Improved Profitability Metrics
Adjusted ROA of 1.43%, ROTCE of 14.64%, and adjusted EPS of $1.52 (adjusted EPS >10% higher year-over-year); adjusted net income of $125 million for the quarter (vs. $126 million prior quarter before adjustments).
Net Interest Margin Expansion
NIM expanded 7 basis points to 3.55% quarter-over-quarter, driven by higher securities yields from a bond portfolio restructuring and a lower cost of funds.
Strong Capital Position and Shareholder Returns
Common equity Tier 1 ratio of 13.3% and TCE of 9.93%; returned capital via repurchase of 1.4 million shares and an 11% increase in the quarterly cash dividend to $0.50 per share; management expects continued repurchases broadly at similar levels for the year.
Bond Portfolio Restructuring Boosts Yield
Bond portfolio yield up 25 bps to 3.23% this quarter from the restructuring (contributed ~4 bps to NIM this quarter); management expects full-quarter uplift approaching 32 bps and an annual NIM benefit of ~7 bps, plus $181 million reinvested at higher yields.
Loan Production and Pipeline Momentum
Loan production of $1.2 billion (up $365 million year-over-year); average loan balances were up $250 million versus fourth quarter; management maintains mid-single-digit loan growth guidance for 2026 and expects production to accelerate in the mid/back half of the year aided by new hires.

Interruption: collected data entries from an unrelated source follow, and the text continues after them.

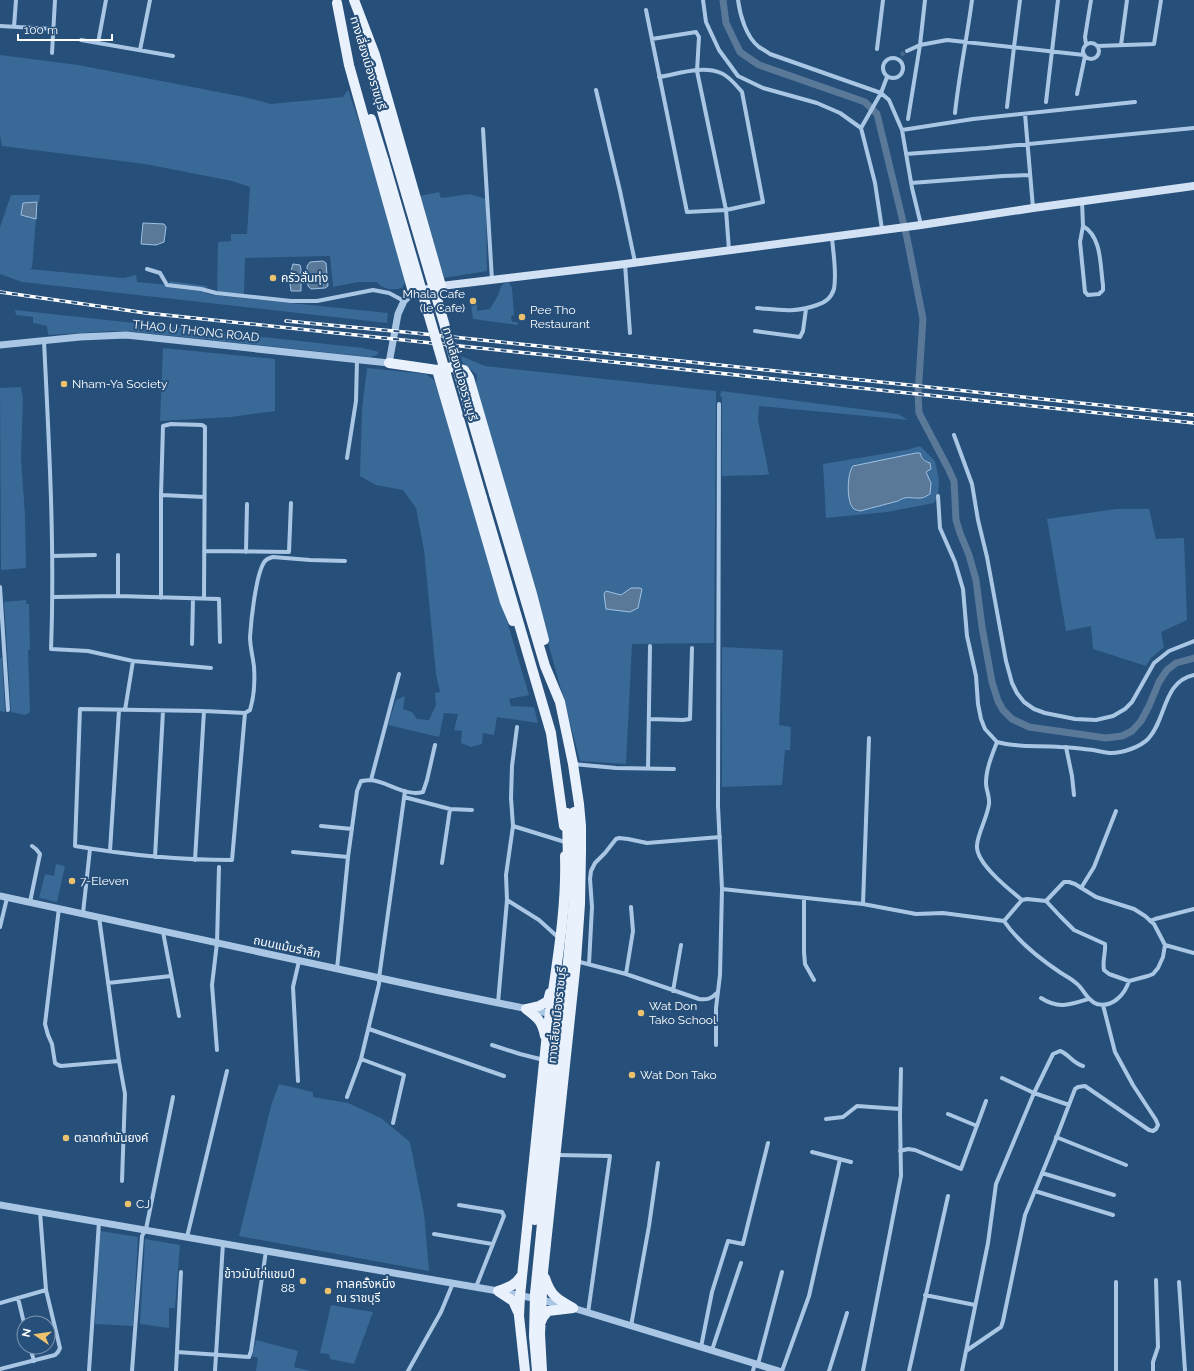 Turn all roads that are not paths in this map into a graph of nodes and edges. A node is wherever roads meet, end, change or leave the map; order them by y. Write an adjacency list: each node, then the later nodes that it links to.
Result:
1 (16, 0): 20 (street)
2 (55, 0): 21 (street)
3 (106, 0): 24 (street)
4 (150, 0): 32 (street)
5 (350, 0): 109 (main road, ทางเลี่ยงเมืองราชบุรี, bridge)
6 (354, 0): 71 (main road)
7 (702, 0): 50 (street)
8 (738, 0): 42 (street)
9 (883, 0): 31 (street)
10 (925, 0): 27 (street)
11 (972, 0): 25 (street)
12 (1020, 0): 30 (street)
13 (1058, 0): 34 (street)
14 (1091, 0): 26 (street)
15 (1127, 0): 28 (street)
16 (1161, 0): 28 (street)
17 (336, 2): 72 (main road); 113 (main road, ทางเลี่ยงเมืองราชบุรี, bridge)
18 (646, 10): 22 (street)
19 (0, 26): 20 (street)
20 (14, 27): 21 (street)
21 (53, 29): 35 (street)
22 (652, 39): 38 (street); 39 (street)
23 (81, 40): 24 (street)
24 (98, 43): 32 (street)
25 (966, 43): 27 (street); 30 (street); 47 (street)
26 (1086, 44): 29 (street); 36 (street)
27 (920, 45): 33 (street); 49 (street)
28 (1121, 45): 29 (street)
29 (1097, 46): 36 (street)
30 (1014, 47): 34 (street); 46 (street)
31 (877, 49)
32 (140, 50): 37 (street)
33 (907, 51)
34 (1052, 52): 36 (street); 44 (street)
35 (52, 53)
36 (1085, 55): 43 (street)
37 (173, 56)
38 (697, 71): 39 (street); 61 (street); 61 (street)
39 (659, 77): 61 (street)
40 (887, 77): 40 (street); 42 (street)
41 (596, 90): 67 (street)
42 (881, 93): 50 (street); 53 (street)
43 (1077, 94)
44 (1046, 102)
45 (1135, 102): 48 (street)
46 (1007, 107)
47 (955, 113)
48 (1025, 114): 53 (street); 54 (street)
49 (908, 119)
50 (861, 128): 64 (street)
51 (1194, 128): 54 (street)
52 (483, 129): 70 (street)
53 (902, 130): 55 (street)
54 (1028, 144): 55 (street); 56 (street)
55 (906, 154): 57 (street)
56 (1030, 175): 57 (street); 60 (street)
57 (911, 183): 62 (street)
58 (1194, 186): 59 (main road)
59 (1082, 201): 60 (main road); 63 (street)
60 (1033, 208): 62 (main road)
61 (726, 210): 66 (street)
62 (918, 225): 64 (main road)
63 (1083, 226): 63 (street)
64 (884, 229): 65 (main road)
65 (832, 236): 66 (main road); 75 (street)
66 (729, 250): 67 (main road)
67 (635, 262): 68 (main road)
68 (625, 264): 70 (main road); 77 (street)
69 (147, 269): 73 (street)
70 (492, 280): 71 (main road)
71 (441, 286): 72 (main road)
72 (413, 292): 73 (street)
73 (404, 301): 81 (street)
74 (757, 308): 75 (street)
75 (806, 309): 76 (street)
76 (755, 331)
77 (630, 333)
78 (44, 341): 79 (street, THAO U THONG ROAD); 80 (street, THAO U THONG ROAD); 95 (street)
79 (0, 345)
80 (357, 360): 81 (street, THAO U THONG ROAD); 85 (street)
81 (388, 363): 82 (main road)
82 (437, 370): 113 (main road); 114 (main road)
83 (719, 404): 142 (street)
84 (954, 434): 103 (street)
85 (347, 458)
86 (161, 495): 88 (street); 88 (street); 100 (street)
87 (938, 496): 125 (street)
88 (204, 497): 91 (street)
89 (291, 503): 92 (street)
90 (247, 504): 92 (street)
91 (204, 552): 92 (street); 102 (street)
92 (246, 552)
93 (95, 555): 95 (street)
94 (118, 555): 98 (street)
95 (52, 556): 99 (street)
96 (345, 561): 120 (street)
97 (0, 587): 115 (street)
98 (118, 596): 99 (street); 100 (street)
99 (53, 597): 108 (street)
100 (161, 598): 101 (street)
101 (193, 598): 102 (street); 105 (street)
102 (204, 598): 104 (street)
103 (1194, 641)
104 (220, 642)
105 (192, 644)
106 (650, 646): 121 (street)
107 (692, 648): 121 (street)
108 (133, 661): 110 (street); 117 (street)
109 (545, 666): 114 (main road, ทางเลี่ยงเมืองราชบุรี); 138 (main road, ทางเลี่ยงเมืองราชบุรี)
110 (211, 668)
111 (399, 674): 131 (street)
112 (1194, 675): 127 (street)
113 (542, 700): 123 (main road, ทางเลี่ยงเมืองราชบุรี)
114 (560, 702): 128 (main road, ทางเลี่ยงเมืองราชบุรี)
115 (8, 710)
116 (119, 710): 117 (street); 145 (street); 146 (street)
117 (125, 710): 118 (street)
118 (163, 710): 119 (street); 148 (street)
119 (204, 711): 120 (street); 150 (street)
120 (245, 713): 150 (street)
121 (649, 719): 129 (street)
122 (517, 727): 140 (street)
123 (551, 733): 138 (main road, ทางเลี่ยงเมืองราชบุรี); 143 (main road, ทางเลี่ยงเมืองราชบุรี)
124 (869, 738): 161 (street)
125 (996, 742): 127 (street); 158 (street)
126 (435, 745): 132 (street)
127 (1066, 747): 133 (street)
128 (573, 764): 129 (street); 177 (main road, ทางเลี่ยงเมืองราชบุรี)
129 (648, 769): 130 (street)
130 (674, 770)
131 (371, 780): 132 (street); 141 (street)
132 (405, 791): 134 (street)
133 (1074, 795)
134 (404, 797): 135 (street); 182 (street)
135 (450, 808): 136 (street); 151 (street)
136 (472, 810)
137 (1116, 811): 153 (street)
138 (570, 813): 286 (main road, ทางเลี่ยงเมืองราชบุรี, bridge); 287 (main road, ทางเลี่ยงเมืองราชบุรี, bridge)
139 (321, 826): 141 (street)
140 (513, 826): 143 (street); 157 (street)
141 (352, 829): 149 (street)
142 (720, 837): 154 (street); 178 (street)
143 (565, 842): 171 (main road, ทางเลี่ยงเมืองราชบุรี)
144 (32, 846): 160 (street)
145 (90, 849): 146 (street); 165 (street)
146 (110, 851): 148 (street)
147 (293, 852): 149 (street)
148 (155, 857): 150 (street)
149 (348, 857): 179 (street)
150 (196, 860)
151 (442, 864)
152 (219, 867): 172 (street)
153 (1081, 888): 159 (street); 168 (street)
154 (722, 889): 156 (street); 188 (street)
155 (3, 897): 160 (street, ถนนแม้นรำลึก); 169 (street)
156 (804, 898): 161 (street); 184 (street)
157 (507, 900): 171 (street); 191 (street)
158 (1022, 900): 159 (street); 167 (street)
159 (1046, 901): 185 (street)
160 (30, 902): 163 (street, ถนนแม้นรำลึก)
161 (862, 904): 167 (street)
162 (631, 907): 180 (street)
163 (59, 908): 165 (street, ถนนแม้นรำลึก); 204 (street)
164 (1194, 909): 168 (street)
165 (83, 913): 166 (street, ถนนแม้นรำลึก)
166 (99, 917): 170 (street, ถนนแม้นรำลึก); 186 (street)
167 (1004, 921): 190 (street)
168 (1150, 921): 174 (street)
169 (0, 927)
170 (163, 932): 172 (street, ถนนแม้นรำลึก); 181 (street)
171 (560, 939): 183 (main road, ทางเลี่ยงเมืองราชบุรี)
172 (217, 943): 176 (street, ถนนแม้นรำลึก); 201 (street)
173 (682, 945): 187 (street)
174 (1165, 945): 175 (street); 185 (street)
175 (1194, 953)
176 (299, 961): 179 (street, ถนนแม้นรำลึก); 210 (street)
177 (576, 961): 178 (street); 196 (main road, ทางเลี่ยงเมืองราชบุรี)
178 (589, 964): 180 (street)
179 (337, 969): 182 (street, ถนนแม้นรำลึก)
180 (626, 974): 187 (street)
181 (171, 976): 186 (street); 195 (street)
182 (379, 978): 191 (street, ถนนแม้นรำลึก); 197 (street)
183 (555, 978): 193 (main road); 194 (main road, ทางเลี่ยงเมืองราชบุรี)
184 (814, 980)
185 (1128, 981): 192 (street)
186 (108, 983): 204 (street)
187 (673, 991): 188 (street)
188 (718, 993): 200 (street)
189 (1041, 998): 190 (street)
190 (1088, 999): 192 (street)
191 (498, 1002): 193 (street, ถนนแม้นรำลึก)
192 (1103, 1005): 215 (street)
193 (526, 1009): 194 (street, ถนนแม้นรำลึก); 198 (main road)
194 (550, 1013): 196 (street, ถนนแม้นรำลึก); 198 (main road, ทางเลี่ยงเมืองราชบุรี)
195 (179, 1016)
196 (569, 1017): 225 (main road, ทางเลี่ยงเมืองราชบุรี)
197 (369, 1029): 202 (street); 208 (street)
198 (546, 1044): 203 (main road, ทางเลี่ยงเมืองราชบุรี)
199 (492, 1045): 203 (street)
200 (716, 1045)
201 (217, 1050)
202 (361, 1059): 213 (street); 219 (street)
203 (545, 1060): 250 (main road, ทางเลี่ยงเมืองราชบุรี)
204 (119, 1061): 231 (street)
205 (1083, 1066): 211 (street)
206 (902, 1069): 216 (street)
207 (227, 1071): 242 (street)
208 (504, 1076)
209 (1002, 1078): 211 (street)
210 (298, 1081)
211 (1034, 1093): 215 (street); 263 (street)
212 (173, 1097): 240 (street)
213 (347, 1097)
214 (986, 1102): 220 (street)
215 (1069, 1105): 221 (street)
216 (900, 1109): 218 (street); 223 (street)
217 (948, 1114): 220 (street)
218 (826, 1119)
219 (393, 1123)
220 (977, 1126): 223 (street)
221 (1056, 1138): 229 (street); 230 (street)
222 (768, 1143): 271 (street)
223 (900, 1151): 292 (street)
224 (812, 1152): 226 (street)
225 (554, 1155): 248 (main road, ทางเลี่ยงเมืองราชบุรี); 265 (street)
226 (840, 1159): 227 (street); 290 (street)
227 (851, 1162)
228 (658, 1163): 270 (street)
229 (1126, 1166)
230 (1042, 1174): 232 (street); 233 (street)
231 (122, 1181)
232 (1035, 1191): 238 (street); 273 (street)
233 (1114, 1195)
234 (948, 1196): 258 (street)
235 (0, 1205): 237 (street)
236 (458, 1205): 244 (street)
237 (40, 1212): 239 (street); 256 (street)
238 (1113, 1214)
239 (99, 1222): 240 (street); 280 (street)
240 (146, 1230): 242 (street); 281 (street)
241 (434, 1234): 244 (street)
242 (187, 1237): 243 (street)
243 (223, 1243): 245 (street); 276 (street)
244 (492, 1244): 255 (street)
245 (266, 1251): 254 (street); 276 (street)
246 (741, 1263): 272 (street)
247 (181, 1272): 274 (street)
248 (543, 1272): 261 (main road, ทางเลี่ยงเมืองราชบุรี); 264 (main road)
249 (782, 1272): 278 (street)
250 (522, 1275): 257 (main road); 259 (main road, ทางเลี่ยงเมืองราชบุรี)
251 (1156, 1280): 296 (street)
252 (1116, 1282): 295 (street)
253 (1179, 1282): 297 (street)
254 (453, 1283): 255 (street); 284 (street)
255 (476, 1287): 257 (street)
256 (46, 1290): 260 (street); 277 (street)
257 (498, 1291): 259 (street); 268 (main road)
258 (925, 1295): 263 (street); 293 (street)
259 (520, 1296): 261 (street); 268 (main road, ทางเลี่ยงเมืองราชบุรี)
260 (18, 1298): 262 (street); 267 (street)
261 (542, 1300): 264 (street); 269 (main road, ทางเลี่ยงเมืองราชบุรี)
262 (0, 1303)
263 (975, 1305): 273 (street)
264 (573, 1308): 265 (street); 269 (main road)
265 (588, 1313): 270 (street)
266 (847, 1313): 291 (street)
267 (22, 1315)
268 (520, 1316): 285 (main road, ทางเลี่ยงเมืองราชบุรี)
269 (540, 1324): 288 (main road, ทางเลี่ยงเมืองราชบุรี)
270 (631, 1326): 271 (street)
271 (701, 1347): 272 (street)
272 (712, 1350): 278 (street)
273 (966, 1351): 294 (street)
274 (177, 1352): 276 (street); 282 (street)
275 (32, 1355): 277 (street)
276 (217, 1355): 283 (street)
277 (34, 1361): 279 (street)
278 (757, 1364): 289 (street); 290 (street)
279 (0, 1369)
280 (89, 1371)
281 (132, 1371)
282 (176, 1371)
283 (216, 1371)
284 (408, 1371)
285 (525, 1371)
286 (531, 1371)
287 (537, 1371)
288 (542, 1371)
289 (753, 1371)
290 (781, 1371)
291 (829, 1371)
292 (863, 1371)
293 (909, 1371)
294 (962, 1371)
295 (1116, 1371)
296 (1153, 1371)
297 (1185, 1371)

Deposit Mix and Transaction Account Strength
DDA mix ended the quarter at a strong 36%; interest-bearing transaction and savings balances increased $261 million, and excluding public fund DDA outflows, DDAs would have been up $45 million.
Fee Income Stability and Expense Control
Net interest income increased 1% quarter-over-quarter; adjusted fee income was essentially flat (down $1 million) relative to prior quarter after adjusting for the restructuring loss; expenses rose only 1% and remain well controlled with an efficiency ratio of ~55%.
Credit Reserve and Asset Quality Trends
Allowance for credit losses remains solid at 1.43% of loans; criticized commercial loans improved for the fifth consecutive quarter, declining $13 million to $522 million; net charge-offs improved to 19 bps from 22 bps last quarter and management expects FY net charge-offs of 15–25 bps.
Recruiting and Salesforce Expansion
Added 27 net new revenue producers in Q1 (majority in business banking and concentrated in Texas), supporting management's plan to reach ~50 net new hires for 2026 and underpin future loan and deposit growth.